RECORD SET:
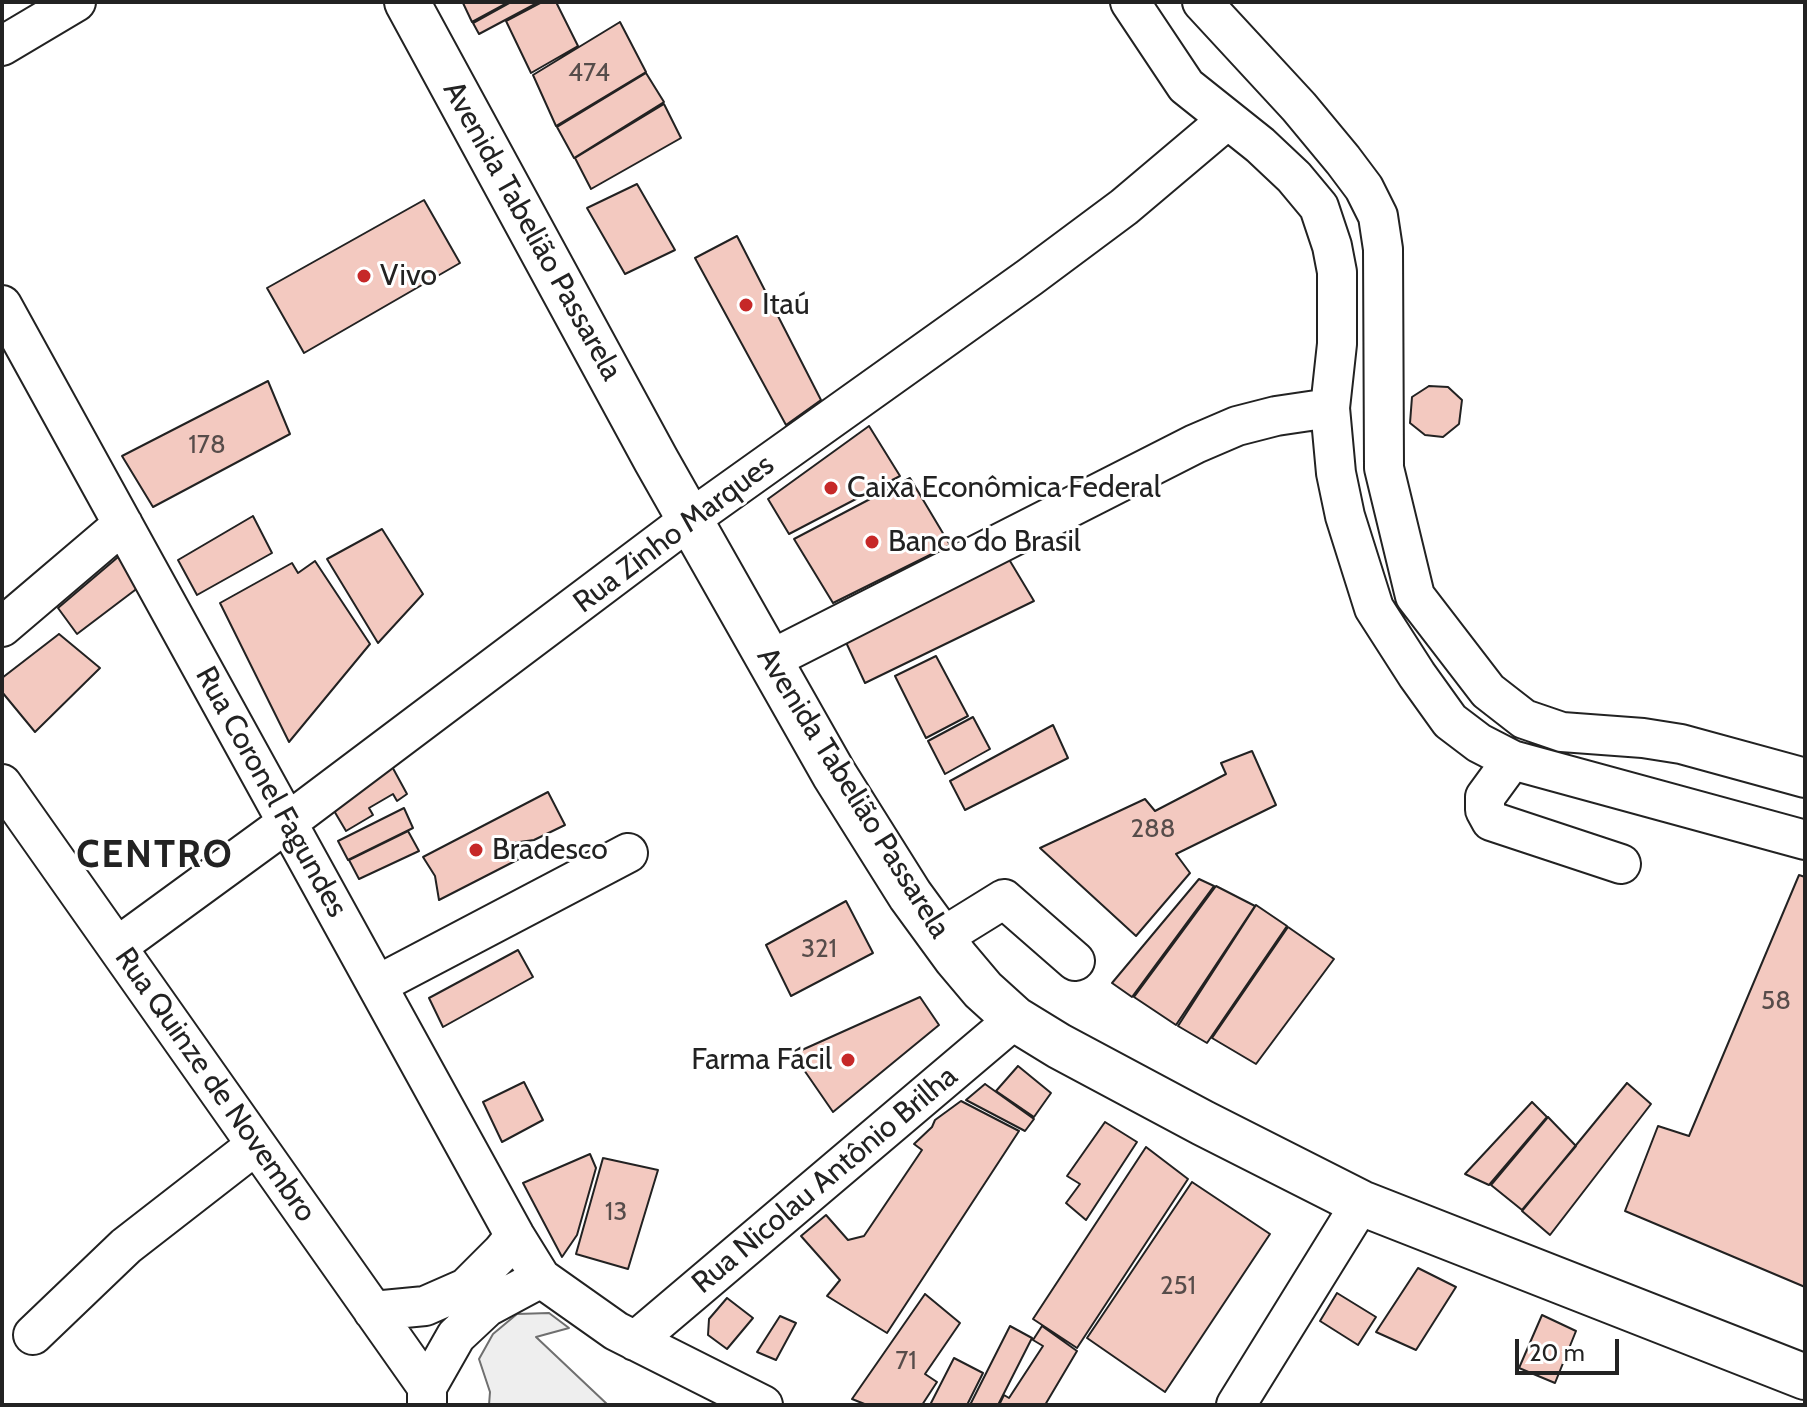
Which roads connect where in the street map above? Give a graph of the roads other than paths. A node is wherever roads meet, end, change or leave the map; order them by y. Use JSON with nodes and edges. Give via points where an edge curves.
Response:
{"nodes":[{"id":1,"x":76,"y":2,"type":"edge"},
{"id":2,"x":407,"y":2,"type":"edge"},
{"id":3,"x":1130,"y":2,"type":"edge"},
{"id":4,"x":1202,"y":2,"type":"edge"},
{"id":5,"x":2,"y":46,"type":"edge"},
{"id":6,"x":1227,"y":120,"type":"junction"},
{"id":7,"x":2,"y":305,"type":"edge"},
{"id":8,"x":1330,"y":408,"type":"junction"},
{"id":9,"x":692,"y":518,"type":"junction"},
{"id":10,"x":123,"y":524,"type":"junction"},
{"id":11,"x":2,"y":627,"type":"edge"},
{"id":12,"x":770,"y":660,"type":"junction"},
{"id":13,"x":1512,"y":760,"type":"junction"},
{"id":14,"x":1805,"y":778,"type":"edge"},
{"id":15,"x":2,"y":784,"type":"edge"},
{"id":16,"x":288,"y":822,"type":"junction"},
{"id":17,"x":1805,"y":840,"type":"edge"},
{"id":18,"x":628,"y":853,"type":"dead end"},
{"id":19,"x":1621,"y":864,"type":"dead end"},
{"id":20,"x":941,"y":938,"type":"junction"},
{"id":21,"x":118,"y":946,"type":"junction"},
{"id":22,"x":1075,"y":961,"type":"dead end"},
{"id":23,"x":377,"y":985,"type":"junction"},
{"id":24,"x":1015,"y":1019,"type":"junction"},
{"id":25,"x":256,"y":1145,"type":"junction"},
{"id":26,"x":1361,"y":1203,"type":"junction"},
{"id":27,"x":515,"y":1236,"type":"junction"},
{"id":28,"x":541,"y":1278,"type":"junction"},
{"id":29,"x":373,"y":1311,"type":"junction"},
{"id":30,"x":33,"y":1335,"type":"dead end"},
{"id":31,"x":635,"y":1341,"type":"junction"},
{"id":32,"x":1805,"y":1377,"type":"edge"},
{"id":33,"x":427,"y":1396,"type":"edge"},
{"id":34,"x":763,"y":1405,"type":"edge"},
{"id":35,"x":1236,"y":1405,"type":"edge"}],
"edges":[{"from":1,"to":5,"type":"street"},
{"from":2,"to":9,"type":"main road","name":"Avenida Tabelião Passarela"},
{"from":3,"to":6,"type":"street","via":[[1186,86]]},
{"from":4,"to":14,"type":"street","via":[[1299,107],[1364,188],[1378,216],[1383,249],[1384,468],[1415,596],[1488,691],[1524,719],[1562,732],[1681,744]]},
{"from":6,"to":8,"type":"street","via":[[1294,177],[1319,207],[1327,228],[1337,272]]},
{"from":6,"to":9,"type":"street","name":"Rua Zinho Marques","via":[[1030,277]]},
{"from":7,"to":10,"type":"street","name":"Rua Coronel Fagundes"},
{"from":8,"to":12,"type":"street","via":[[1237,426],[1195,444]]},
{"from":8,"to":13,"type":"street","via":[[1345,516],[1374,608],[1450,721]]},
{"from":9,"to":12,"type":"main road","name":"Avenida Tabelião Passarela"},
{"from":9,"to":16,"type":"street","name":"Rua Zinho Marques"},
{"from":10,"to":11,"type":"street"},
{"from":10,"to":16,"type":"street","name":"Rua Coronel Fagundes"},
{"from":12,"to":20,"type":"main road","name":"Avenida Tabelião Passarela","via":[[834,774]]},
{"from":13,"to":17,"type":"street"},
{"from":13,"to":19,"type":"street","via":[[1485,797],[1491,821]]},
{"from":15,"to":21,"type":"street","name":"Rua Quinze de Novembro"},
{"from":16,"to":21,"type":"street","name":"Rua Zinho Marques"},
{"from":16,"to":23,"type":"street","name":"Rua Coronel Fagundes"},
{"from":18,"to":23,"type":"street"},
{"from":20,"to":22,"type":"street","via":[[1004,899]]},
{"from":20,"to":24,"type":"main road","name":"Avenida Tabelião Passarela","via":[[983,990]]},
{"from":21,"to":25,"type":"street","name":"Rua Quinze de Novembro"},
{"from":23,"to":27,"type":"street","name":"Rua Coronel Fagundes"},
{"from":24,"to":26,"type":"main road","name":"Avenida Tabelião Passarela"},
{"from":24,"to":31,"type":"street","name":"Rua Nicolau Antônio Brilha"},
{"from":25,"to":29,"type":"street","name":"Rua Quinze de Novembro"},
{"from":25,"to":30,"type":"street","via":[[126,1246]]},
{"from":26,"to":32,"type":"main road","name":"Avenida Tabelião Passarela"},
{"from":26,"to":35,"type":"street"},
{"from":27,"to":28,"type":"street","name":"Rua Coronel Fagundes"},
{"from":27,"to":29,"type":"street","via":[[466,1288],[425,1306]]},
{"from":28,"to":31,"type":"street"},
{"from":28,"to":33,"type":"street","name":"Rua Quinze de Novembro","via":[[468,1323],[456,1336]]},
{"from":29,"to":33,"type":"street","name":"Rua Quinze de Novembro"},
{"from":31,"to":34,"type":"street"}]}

THE PROBLEM:
Check each line in the records above for the word "Avenida". Return those that have it.

YOUR SOLUTION:
{"from":2,"to":9,"type":"main road","name":"Avenida Tabelião Passarela"},
{"from":9,"to":12,"type":"main road","name":"Avenida Tabelião Passarela"},
{"from":12,"to":20,"type":"main road","name":"Avenida Tabelião Passarela","via":[[834,774]]},
{"from":20,"to":24,"type":"main road","name":"Avenida Tabelião Passarela","via":[[983,990]]},
{"from":24,"to":26,"type":"main road","name":"Avenida Tabelião Passarela"},
{"from":26,"to":32,"type":"main road","name":"Avenida Tabelião Passarela"},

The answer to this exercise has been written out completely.